Tout d’abord, la double menace saoudo-iranienne a obligé le pays à se structurer. Le Sheikh Zayed, leader historique du pays, réussit à fédérer les sept Emirats en un seul territoire avec une relative répartition des pouvoirs et des richesses. Accueillant des bases militaires mais aussi des conseillers étrangers, l’appareil de sécurité émirati s’est également structuré. Les services secrets ont empêché tout attentat, tandis que l’armée obtient des résultats concluant au Yémen. Ensuite, la diversification de l’économie, en particulier dans l’émirat de Dubai, permet au pays d’avoir une nouvelle image. Plateforme économique vers l’Asie du Sud émergente et l’Iran sous sanctions internationales, les Emirats deviennent un modèle de développement pour les pays riches en hydrocarbures. Enfin, le déclin de puissances régionales comme l’Egypte ou l’Irak permet aux Emirats de devenir une nouvelle voix, discrète mais bien réelle dans la région. Toutefois, le pays craint l’influence de groupes subversifs comme les Frères Musulmans. Les Emirats du nord sont moins peuplés, moins riches, et la doctrine islamiste pourrait pousser les populations à remettre en cause la fédération sous l’égide d’Abu Dhabi.
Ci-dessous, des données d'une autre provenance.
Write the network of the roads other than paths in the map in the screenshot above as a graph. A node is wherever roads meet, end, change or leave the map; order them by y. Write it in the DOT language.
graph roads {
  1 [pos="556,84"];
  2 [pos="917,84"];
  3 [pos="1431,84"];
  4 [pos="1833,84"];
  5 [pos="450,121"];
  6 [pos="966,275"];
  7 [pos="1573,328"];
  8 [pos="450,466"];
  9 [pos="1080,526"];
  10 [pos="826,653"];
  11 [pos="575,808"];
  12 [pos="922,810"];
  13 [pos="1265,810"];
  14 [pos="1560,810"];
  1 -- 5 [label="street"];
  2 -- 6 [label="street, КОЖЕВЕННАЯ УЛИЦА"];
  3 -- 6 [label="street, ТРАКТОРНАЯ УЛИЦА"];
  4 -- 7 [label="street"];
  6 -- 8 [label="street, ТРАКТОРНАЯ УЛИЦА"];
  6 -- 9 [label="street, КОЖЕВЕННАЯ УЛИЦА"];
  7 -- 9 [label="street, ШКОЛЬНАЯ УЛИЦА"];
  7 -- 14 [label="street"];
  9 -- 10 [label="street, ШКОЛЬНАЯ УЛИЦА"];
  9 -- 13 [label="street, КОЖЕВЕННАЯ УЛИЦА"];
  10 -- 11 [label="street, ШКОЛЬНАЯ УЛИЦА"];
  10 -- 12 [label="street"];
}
Plusieurs exemples permettent d’illustrer cette montée en puissance émiratie. Abu Dhabi a pleinement pris parti à la mise en place du blocus contre le Qatar, par crainte de l’influence des Frères Musulmans. Dans sa lutte contre le groupe islamiste, les Emirats se sont rapprochés de l’Egypte, politiquement et économiquement. C’est notamment le conglomérat émirati Majid Al Futtaim qui finance le Mall of Egypt. Les investissements émiratis visent également le port de Berbera, dans l’Etat autoproclamé du Somaliland, non reconnu par la communauté internationale. Le port qui comporte une base militaire, est financé par Dubai Port World. Les Emirats ont par ailleurs une base militaire à Assab en Erythrée. Des tensions avec la Somalie ont quasiment poussé Abu Dhabi à reconnaître l’indépendance du Somaliland. Ce n’est pas le seul territoire où les Emirats soutiennent des groupes séparatistes : au Yémen, Abu Dhabi soutient les groupes sudistes indépendantistes, pour éviter, entre autre, l’expansion de l’influence des Frères Musulmans. Les Emirats ont également occupé l’île de Socotra, malgré les protestations du gouvernement Hadi, avant de trouver un accord, tout en maintenant une présence militaire locale.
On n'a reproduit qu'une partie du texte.